From mboxrd@z Thu Jan  1 00:00:00 1970
From: "Martin K. Petersen" <martin.petersen@oracle.com>
Subject: Re: Wrong DIF guard tag on ext2 write
Date: Tue, 01 Jun 2010 10:54:06 -0400
Message-ID: <yq1d3wakdm9.fsf@sermon.lab.mkp.net>
References: <20100531112817.GA16260@schmichrtp.mainz.de.ibm.com>
	<yq1iq64kv9f.fsf@sermon.lab.mkp.net>
	<1275318102.2823.47.camel@mulgrave.site>
	<4C03D5FD.3000202@panasas.com>
	<20100601103041.GA15922@schmichrtp.mainz.de.ibm.com>
	<1275398876.21962.6.camel@mulgrave.site> <20100601133341.GK8980@think>
	<1275399637.21962.11.camel@mulgrave.site>
	<yq1hblmkgka.fsf@sermon.lab.mkp.net>
	<1275402728.21962.35.camel@mulgrave.site>
Mime-Version: 1.0
Content-Type: text/plain; charset=us-ascii
Cc: "Martin K. Petersen" <martin.petersen@oracle.com>,
	Chris Mason <chris.mason@oracle.com>,
	Christof Schmitt <christof.schmitt@de.ibm.com>,
	Boaz Harrosh <bharrosh@panasas.com>,
	linux-scsi@vger.kernel.org, linux-kernel@vger.kernel.org,
	linux-fsdevel@vger.kernel.org
To: James Bottomley <James.Bottomley@suse.de>
Return-path: <linux-fsdevel-owner@vger.kernel.org>
Received: from rcsinet10.oracle.com ([148.87.113.121]:18529 "EHLO
	rcsinet10.oracle.com" rhost-flags-OK-OK-OK-OK) by vger.kernel.org
	with ESMTP id S1756962Ab0FAOya (ORCPT
	<rfc822;linux-fsdevel@vger.kernel.org>);
	Tue, 1 Jun 2010 10:54:30 -0400
In-Reply-To: <1275402728.21962.35.camel@mulgrave.site> (James Bottomley's
	message of "Tue, 01 Jun 2010 14:32:08 +0000")
Sender: linux-fsdevel-owner@vger.kernel.org
List-ID: <linux-fsdevel.vger.kernel.org>

>>>>> "James" == James Bottomley <James.Bottomley@suse.de> writes:

>> I experimented with this approach a while back.  However, I quickly
>> got into a situation where frequently updated blocks never made it to
>> disk because the page was constantly being updated.  And all writes
>> failed with a guard tag error.

James> But that's unfixable with a retry based system as well if the
James> page is changing so fast that the guard is always wrong by the
James> time we get to the array.  The only way to fix this is either to
James> copy or freeze the page.

Exactly,  and that's why I'm in favor of the filesystems implementing
whatever method they see fit for ensuring that pages don't change in
flight.  Whether that be locking, unmapping, or copying the page.

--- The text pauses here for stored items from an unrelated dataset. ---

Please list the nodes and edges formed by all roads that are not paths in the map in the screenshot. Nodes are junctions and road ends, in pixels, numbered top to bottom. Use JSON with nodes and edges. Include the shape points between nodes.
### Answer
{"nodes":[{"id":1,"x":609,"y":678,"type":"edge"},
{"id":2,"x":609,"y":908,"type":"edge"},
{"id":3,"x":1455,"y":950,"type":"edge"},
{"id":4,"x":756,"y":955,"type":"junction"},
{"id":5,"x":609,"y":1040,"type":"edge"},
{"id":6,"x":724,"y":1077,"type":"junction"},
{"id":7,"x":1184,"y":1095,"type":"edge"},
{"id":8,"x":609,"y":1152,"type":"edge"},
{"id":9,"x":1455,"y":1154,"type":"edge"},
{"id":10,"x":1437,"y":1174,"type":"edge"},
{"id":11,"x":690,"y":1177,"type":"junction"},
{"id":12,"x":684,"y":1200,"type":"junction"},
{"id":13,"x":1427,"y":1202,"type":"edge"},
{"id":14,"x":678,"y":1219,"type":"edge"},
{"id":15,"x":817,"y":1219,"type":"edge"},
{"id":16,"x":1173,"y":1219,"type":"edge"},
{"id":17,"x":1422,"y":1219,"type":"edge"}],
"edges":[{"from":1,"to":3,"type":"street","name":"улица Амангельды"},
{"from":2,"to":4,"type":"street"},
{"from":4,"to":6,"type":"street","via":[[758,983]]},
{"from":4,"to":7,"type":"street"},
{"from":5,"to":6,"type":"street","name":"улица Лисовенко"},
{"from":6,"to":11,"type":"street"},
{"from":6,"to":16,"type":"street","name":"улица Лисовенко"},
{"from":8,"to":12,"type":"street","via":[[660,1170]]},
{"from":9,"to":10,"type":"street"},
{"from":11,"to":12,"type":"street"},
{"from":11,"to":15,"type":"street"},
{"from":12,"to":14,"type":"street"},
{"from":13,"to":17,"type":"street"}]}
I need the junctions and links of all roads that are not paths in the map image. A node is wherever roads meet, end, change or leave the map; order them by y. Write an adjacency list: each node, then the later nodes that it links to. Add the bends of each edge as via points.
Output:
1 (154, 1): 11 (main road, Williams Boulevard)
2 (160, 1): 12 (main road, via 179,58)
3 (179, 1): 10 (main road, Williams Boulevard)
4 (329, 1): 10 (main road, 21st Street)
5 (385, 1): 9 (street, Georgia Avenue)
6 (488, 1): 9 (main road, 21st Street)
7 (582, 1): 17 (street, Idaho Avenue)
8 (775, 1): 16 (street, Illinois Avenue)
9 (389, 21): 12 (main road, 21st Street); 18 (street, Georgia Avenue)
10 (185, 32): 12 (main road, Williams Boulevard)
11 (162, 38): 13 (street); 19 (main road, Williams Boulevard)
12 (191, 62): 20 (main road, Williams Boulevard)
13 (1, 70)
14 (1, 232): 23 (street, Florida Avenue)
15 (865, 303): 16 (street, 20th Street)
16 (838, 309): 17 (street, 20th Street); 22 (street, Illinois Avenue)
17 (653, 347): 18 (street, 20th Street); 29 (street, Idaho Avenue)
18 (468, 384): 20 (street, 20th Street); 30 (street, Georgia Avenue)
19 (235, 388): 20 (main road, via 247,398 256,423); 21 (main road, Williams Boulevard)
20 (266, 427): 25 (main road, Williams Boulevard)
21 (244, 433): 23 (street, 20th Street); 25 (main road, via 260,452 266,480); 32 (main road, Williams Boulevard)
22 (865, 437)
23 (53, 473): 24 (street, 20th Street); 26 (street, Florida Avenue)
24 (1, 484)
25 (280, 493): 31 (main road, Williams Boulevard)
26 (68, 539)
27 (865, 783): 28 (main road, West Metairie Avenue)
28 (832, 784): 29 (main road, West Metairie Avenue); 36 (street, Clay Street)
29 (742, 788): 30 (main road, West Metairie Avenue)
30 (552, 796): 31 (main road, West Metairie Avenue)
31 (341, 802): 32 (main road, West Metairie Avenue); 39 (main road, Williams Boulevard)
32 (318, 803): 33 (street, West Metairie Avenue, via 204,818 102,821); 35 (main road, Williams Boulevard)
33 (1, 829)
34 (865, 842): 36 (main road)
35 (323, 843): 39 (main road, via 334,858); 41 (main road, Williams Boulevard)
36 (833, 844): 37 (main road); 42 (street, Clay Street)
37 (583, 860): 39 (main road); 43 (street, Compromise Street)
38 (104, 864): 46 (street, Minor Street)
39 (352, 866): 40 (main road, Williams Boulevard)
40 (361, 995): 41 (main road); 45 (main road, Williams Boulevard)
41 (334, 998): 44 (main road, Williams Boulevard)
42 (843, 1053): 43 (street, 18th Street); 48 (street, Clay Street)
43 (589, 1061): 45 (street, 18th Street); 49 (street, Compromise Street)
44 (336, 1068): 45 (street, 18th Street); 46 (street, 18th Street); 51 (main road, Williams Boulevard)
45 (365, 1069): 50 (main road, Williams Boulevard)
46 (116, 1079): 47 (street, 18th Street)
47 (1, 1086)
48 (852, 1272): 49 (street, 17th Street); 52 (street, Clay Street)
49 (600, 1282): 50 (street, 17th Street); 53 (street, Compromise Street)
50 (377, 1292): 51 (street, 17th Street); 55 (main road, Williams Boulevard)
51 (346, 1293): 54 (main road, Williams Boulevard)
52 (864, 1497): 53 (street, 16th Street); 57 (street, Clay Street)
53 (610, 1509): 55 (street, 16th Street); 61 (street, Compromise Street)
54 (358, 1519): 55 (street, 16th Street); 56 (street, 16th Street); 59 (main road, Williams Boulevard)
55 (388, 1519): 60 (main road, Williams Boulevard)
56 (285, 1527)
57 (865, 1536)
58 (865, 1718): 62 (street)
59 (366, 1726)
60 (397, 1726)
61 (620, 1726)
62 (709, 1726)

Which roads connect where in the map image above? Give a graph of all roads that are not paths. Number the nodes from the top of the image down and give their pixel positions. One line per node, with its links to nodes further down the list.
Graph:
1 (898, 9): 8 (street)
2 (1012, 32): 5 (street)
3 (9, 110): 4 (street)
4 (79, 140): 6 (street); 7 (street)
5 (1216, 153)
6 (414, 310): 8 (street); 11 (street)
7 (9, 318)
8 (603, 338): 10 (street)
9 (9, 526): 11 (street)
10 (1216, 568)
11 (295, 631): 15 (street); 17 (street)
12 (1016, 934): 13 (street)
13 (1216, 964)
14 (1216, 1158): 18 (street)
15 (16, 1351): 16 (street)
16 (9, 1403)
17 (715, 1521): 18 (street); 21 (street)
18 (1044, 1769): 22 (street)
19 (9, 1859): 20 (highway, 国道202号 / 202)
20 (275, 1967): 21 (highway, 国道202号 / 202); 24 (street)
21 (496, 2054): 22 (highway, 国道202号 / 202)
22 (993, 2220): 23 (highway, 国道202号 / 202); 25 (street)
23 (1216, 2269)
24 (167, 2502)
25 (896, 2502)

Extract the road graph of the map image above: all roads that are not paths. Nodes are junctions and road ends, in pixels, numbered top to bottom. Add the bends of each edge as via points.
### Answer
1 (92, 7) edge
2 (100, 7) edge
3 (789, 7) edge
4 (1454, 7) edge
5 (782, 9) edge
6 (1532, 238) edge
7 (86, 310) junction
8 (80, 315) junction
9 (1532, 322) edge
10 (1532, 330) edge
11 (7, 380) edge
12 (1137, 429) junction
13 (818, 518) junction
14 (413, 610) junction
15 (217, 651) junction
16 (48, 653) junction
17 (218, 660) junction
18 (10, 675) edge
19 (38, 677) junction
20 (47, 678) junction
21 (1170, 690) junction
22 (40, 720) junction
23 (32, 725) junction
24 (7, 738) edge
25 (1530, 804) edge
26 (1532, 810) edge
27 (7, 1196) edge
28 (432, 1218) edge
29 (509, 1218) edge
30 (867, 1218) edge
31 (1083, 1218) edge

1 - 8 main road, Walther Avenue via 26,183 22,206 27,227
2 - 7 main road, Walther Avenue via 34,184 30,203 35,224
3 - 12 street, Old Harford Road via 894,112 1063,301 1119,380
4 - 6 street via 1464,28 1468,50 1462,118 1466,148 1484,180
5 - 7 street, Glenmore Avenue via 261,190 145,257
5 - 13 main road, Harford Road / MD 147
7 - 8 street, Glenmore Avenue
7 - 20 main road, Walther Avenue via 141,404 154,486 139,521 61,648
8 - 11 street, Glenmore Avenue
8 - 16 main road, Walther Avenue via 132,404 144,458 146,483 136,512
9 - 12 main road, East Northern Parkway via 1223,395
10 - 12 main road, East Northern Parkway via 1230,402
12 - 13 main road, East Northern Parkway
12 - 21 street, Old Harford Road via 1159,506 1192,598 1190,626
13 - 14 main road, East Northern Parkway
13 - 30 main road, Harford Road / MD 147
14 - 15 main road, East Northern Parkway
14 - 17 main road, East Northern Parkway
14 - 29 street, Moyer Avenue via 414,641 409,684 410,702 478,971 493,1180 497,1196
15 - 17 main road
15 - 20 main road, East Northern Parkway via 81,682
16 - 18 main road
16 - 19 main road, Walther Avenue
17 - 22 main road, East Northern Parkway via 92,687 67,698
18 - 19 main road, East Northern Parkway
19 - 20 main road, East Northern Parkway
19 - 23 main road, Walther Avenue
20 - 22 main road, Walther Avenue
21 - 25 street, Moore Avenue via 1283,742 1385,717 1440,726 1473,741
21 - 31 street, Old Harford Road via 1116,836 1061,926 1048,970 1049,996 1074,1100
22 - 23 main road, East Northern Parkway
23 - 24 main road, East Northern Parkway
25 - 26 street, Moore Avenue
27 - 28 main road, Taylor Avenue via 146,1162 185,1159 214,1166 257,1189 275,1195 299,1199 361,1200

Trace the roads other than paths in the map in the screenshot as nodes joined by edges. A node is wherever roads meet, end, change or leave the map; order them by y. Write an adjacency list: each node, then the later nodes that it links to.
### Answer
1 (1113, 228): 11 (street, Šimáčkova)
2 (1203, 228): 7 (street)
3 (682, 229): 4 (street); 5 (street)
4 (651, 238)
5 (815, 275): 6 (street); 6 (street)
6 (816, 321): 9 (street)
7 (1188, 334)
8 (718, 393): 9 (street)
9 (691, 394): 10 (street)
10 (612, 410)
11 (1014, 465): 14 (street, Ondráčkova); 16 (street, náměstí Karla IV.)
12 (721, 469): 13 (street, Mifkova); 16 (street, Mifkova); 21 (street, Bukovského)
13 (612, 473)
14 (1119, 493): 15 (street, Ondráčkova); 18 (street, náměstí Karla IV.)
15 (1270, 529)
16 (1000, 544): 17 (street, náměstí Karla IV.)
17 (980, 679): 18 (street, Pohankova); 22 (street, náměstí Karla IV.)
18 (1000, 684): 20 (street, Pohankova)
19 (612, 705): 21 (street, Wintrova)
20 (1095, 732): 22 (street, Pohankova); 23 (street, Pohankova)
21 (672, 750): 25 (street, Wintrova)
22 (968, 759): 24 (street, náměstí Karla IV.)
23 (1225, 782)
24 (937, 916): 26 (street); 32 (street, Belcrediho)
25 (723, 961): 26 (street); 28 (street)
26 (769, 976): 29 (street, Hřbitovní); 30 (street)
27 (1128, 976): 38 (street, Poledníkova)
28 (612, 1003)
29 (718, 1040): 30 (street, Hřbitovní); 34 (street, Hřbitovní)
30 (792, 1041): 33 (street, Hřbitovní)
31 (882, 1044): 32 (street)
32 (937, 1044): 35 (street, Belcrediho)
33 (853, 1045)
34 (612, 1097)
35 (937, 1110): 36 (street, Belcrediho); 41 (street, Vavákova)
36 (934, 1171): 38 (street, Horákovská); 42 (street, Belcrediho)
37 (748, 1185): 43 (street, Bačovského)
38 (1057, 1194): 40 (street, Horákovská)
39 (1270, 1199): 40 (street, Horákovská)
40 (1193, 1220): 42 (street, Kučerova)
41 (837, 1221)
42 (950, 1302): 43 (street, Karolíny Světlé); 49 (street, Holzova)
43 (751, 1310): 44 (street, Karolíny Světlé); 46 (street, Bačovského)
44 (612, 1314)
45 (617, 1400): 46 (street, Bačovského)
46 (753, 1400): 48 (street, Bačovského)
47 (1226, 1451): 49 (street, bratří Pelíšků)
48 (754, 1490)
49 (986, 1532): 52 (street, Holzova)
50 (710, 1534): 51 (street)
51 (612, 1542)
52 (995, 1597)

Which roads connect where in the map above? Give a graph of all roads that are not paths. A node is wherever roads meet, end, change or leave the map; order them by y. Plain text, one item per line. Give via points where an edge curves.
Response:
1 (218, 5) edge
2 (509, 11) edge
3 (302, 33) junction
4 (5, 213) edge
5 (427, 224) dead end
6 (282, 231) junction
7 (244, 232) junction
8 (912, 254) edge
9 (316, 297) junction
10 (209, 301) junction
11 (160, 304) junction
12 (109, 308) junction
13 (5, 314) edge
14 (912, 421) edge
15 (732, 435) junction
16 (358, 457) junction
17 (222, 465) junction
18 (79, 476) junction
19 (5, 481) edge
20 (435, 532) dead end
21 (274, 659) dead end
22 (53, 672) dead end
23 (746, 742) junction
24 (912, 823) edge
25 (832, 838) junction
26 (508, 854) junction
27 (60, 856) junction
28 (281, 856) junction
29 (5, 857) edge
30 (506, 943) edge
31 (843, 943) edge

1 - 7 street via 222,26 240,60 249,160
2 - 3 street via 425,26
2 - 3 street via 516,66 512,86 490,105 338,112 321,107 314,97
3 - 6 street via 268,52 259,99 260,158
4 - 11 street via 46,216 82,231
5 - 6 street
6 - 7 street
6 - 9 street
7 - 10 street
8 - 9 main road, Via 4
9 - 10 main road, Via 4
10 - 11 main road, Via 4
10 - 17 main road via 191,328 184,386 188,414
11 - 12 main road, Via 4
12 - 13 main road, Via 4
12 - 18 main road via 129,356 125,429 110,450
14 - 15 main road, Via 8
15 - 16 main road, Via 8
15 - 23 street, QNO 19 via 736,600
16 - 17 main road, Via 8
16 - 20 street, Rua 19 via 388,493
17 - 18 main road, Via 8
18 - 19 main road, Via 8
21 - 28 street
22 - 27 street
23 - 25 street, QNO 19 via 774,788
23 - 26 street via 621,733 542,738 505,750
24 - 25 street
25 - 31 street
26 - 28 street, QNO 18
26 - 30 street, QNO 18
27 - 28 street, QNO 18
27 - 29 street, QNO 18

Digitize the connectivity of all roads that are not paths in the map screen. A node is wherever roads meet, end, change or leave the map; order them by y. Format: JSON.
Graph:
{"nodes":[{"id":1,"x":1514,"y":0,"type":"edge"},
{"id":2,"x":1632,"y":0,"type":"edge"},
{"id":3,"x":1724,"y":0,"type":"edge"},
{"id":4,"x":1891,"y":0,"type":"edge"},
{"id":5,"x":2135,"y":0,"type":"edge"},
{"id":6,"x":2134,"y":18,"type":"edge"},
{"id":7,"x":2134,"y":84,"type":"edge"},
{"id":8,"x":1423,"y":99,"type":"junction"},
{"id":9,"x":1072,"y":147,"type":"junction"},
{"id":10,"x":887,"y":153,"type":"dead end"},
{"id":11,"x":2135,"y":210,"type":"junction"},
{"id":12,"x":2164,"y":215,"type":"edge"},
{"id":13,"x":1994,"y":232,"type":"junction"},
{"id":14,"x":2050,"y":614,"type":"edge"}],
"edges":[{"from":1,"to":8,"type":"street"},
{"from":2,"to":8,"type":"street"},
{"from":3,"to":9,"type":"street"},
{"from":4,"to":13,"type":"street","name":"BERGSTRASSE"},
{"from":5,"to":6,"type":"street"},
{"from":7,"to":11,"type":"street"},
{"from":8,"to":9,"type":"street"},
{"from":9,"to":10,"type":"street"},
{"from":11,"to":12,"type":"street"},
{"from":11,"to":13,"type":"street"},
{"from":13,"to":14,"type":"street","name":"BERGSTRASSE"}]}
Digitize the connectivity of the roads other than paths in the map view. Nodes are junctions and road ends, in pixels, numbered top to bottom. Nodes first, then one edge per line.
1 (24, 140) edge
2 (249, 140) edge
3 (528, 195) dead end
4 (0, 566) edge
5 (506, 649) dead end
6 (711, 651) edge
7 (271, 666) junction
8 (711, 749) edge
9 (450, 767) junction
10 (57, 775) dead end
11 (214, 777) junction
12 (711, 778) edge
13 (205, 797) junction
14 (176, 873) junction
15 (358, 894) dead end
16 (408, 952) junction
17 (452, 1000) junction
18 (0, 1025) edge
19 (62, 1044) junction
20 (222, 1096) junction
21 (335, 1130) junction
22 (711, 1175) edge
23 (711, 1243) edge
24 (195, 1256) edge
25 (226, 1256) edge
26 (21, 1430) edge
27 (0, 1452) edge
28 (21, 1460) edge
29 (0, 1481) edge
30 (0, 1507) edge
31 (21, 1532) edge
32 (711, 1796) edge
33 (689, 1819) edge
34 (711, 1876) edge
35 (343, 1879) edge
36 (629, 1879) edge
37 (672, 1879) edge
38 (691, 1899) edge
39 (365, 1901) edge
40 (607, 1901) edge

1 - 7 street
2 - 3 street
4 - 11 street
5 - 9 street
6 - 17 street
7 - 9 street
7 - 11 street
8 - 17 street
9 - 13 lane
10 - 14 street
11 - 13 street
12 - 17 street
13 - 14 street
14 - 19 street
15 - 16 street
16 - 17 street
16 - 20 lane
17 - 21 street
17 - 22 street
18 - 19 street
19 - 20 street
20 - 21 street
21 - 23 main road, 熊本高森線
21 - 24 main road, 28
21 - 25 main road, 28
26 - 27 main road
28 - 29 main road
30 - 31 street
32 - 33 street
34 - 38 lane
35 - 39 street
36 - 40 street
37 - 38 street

If there's a performance hit we can have a flag that indicates whether
this block device requires pages to be stable or not.  I believe extN
really depends on modifying pages for performance reasons.  However,
both XFS and btrfs seem to do just fine without it.

Over time we'll have checksums coming down from userspace with various
I/O submission interfaces, internally generated checksums for filesystem
metadata, etc.  I really don't think a one-size-fits-all retry heuristic
is going to cut it.

-- 
Martin K. Petersen	Oracle Linux Engineering